__PROVIDED ENTRIES__:
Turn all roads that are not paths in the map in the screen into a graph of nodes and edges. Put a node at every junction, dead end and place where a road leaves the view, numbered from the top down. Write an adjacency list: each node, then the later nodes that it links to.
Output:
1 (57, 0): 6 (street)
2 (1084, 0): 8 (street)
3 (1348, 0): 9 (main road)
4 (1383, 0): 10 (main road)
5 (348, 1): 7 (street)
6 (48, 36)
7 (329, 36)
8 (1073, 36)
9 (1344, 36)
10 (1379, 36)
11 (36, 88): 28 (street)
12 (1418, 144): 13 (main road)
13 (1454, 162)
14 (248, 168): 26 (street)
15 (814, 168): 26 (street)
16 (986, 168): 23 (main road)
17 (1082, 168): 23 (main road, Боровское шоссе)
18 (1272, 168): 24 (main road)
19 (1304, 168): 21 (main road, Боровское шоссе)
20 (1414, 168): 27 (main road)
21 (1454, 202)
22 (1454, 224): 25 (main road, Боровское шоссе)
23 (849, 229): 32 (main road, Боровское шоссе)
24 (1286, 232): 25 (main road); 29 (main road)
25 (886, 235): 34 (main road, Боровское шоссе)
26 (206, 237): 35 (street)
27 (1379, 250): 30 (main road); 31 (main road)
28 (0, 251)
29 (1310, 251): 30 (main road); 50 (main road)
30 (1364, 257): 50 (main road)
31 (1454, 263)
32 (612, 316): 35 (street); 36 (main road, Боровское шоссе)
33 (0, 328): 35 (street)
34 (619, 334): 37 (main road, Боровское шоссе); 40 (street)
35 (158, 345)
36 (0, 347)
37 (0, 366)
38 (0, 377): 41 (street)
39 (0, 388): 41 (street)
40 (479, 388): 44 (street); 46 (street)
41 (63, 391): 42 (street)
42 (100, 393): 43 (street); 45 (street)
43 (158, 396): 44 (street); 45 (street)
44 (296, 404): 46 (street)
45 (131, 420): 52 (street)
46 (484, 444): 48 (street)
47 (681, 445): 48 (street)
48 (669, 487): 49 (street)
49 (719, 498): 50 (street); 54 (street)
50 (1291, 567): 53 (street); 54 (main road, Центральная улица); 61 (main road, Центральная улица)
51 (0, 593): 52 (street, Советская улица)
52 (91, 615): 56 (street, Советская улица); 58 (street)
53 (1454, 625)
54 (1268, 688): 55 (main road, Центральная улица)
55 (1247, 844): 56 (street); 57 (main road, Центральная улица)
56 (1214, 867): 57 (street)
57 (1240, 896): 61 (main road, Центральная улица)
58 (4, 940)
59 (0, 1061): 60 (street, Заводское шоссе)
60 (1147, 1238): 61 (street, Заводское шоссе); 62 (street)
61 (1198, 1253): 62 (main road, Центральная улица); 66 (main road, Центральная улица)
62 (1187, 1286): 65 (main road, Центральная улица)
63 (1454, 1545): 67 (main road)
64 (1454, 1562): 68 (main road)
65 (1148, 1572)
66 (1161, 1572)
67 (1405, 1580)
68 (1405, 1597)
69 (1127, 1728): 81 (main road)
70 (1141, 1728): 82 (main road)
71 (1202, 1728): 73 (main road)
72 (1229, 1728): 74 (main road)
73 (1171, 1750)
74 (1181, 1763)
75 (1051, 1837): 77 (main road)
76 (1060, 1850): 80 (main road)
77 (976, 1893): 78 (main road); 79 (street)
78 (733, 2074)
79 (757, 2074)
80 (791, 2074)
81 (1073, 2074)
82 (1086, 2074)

__YOUR OBJECTIVE__: The listing above has to be repeated exactly, down to the last line.

__SOLUTION BELOW__:
Turn all roads that are not paths in the map in the screen into a graph of nodes and edges. Put a node at every junction, dead end and place where a road leaves the view, numbered from the top down. Write an adjacency list: each node, then the later nodes that it links to.
Output:
1 (57, 0): 6 (street)
2 (1084, 0): 8 (street)
3 (1348, 0): 9 (main road)
4 (1383, 0): 10 (main road)
5 (348, 1): 7 (street)
6 (48, 36)
7 (329, 36)
8 (1073, 36)
9 (1344, 36)
10 (1379, 36)
11 (36, 88): 28 (street)
12 (1418, 144): 13 (main road)
13 (1454, 162)
14 (248, 168): 26 (street)
15 (814, 168): 26 (street)
16 (986, 168): 23 (main road)
17 (1082, 168): 23 (main road, Боровское шоссе)
18 (1272, 168): 24 (main road)
19 (1304, 168): 21 (main road, Боровское шоссе)
20 (1414, 168): 27 (main road)
21 (1454, 202)
22 (1454, 224): 25 (main road, Боровское шоссе)
23 (849, 229): 32 (main road, Боровское шоссе)
24 (1286, 232): 25 (main road); 29 (main road)
25 (886, 235): 34 (main road, Боровское шоссе)
26 (206, 237): 35 (street)
27 (1379, 250): 30 (main road); 31 (main road)
28 (0, 251)
29 (1310, 251): 30 (main road); 50 (main road)
30 (1364, 257): 50 (main road)
31 (1454, 263)
32 (612, 316): 35 (street); 36 (main road, Боровское шоссе)
33 (0, 328): 35 (street)
34 (619, 334): 37 (main road, Боровское шоссе); 40 (street)
35 (158, 345)
36 (0, 347)
37 (0, 366)
38 (0, 377): 41 (street)
39 (0, 388): 41 (street)
40 (479, 388): 44 (street); 46 (street)
41 (63, 391): 42 (street)
42 (100, 393): 43 (street); 45 (street)
43 (158, 396): 44 (street); 45 (street)
44 (296, 404): 46 (street)
45 (131, 420): 52 (street)
46 (484, 444): 48 (street)
47 (681, 445): 48 (street)
48 (669, 487): 49 (street)
49 (719, 498): 50 (street); 54 (street)
50 (1291, 567): 53 (street); 54 (main road, Центральная улица); 61 (main road, Центральная улица)
51 (0, 593): 52 (street, Советская улица)
52 (91, 615): 56 (street, Советская улица); 58 (street)
53 (1454, 625)
54 (1268, 688): 55 (main road, Центральная улица)
55 (1247, 844): 56 (street); 57 (main road, Центральная улица)
56 (1214, 867): 57 (street)
57 (1240, 896): 61 (main road, Центральная улица)
58 (4, 940)
59 (0, 1061): 60 (street, Заводское шоссе)
60 (1147, 1238): 61 (street, Заводское шоссе); 62 (street)
61 (1198, 1253): 62 (main road, Центральная улица); 66 (main road, Центральная улица)
62 (1187, 1286): 65 (main road, Центральная улица)
63 (1454, 1545): 67 (main road)
64 (1454, 1562): 68 (main road)
65 (1148, 1572)
66 (1161, 1572)
67 (1405, 1580)
68 (1405, 1597)
69 (1127, 1728): 81 (main road)
70 (1141, 1728): 82 (main road)
71 (1202, 1728): 73 (main road)
72 (1229, 1728): 74 (main road)
73 (1171, 1750)
74 (1181, 1763)
75 (1051, 1837): 77 (main road)
76 (1060, 1850): 80 (main road)
77 (976, 1893): 78 (main road); 79 (street)
78 (733, 2074)
79 (757, 2074)
80 (791, 2074)
81 (1073, 2074)
82 (1086, 2074)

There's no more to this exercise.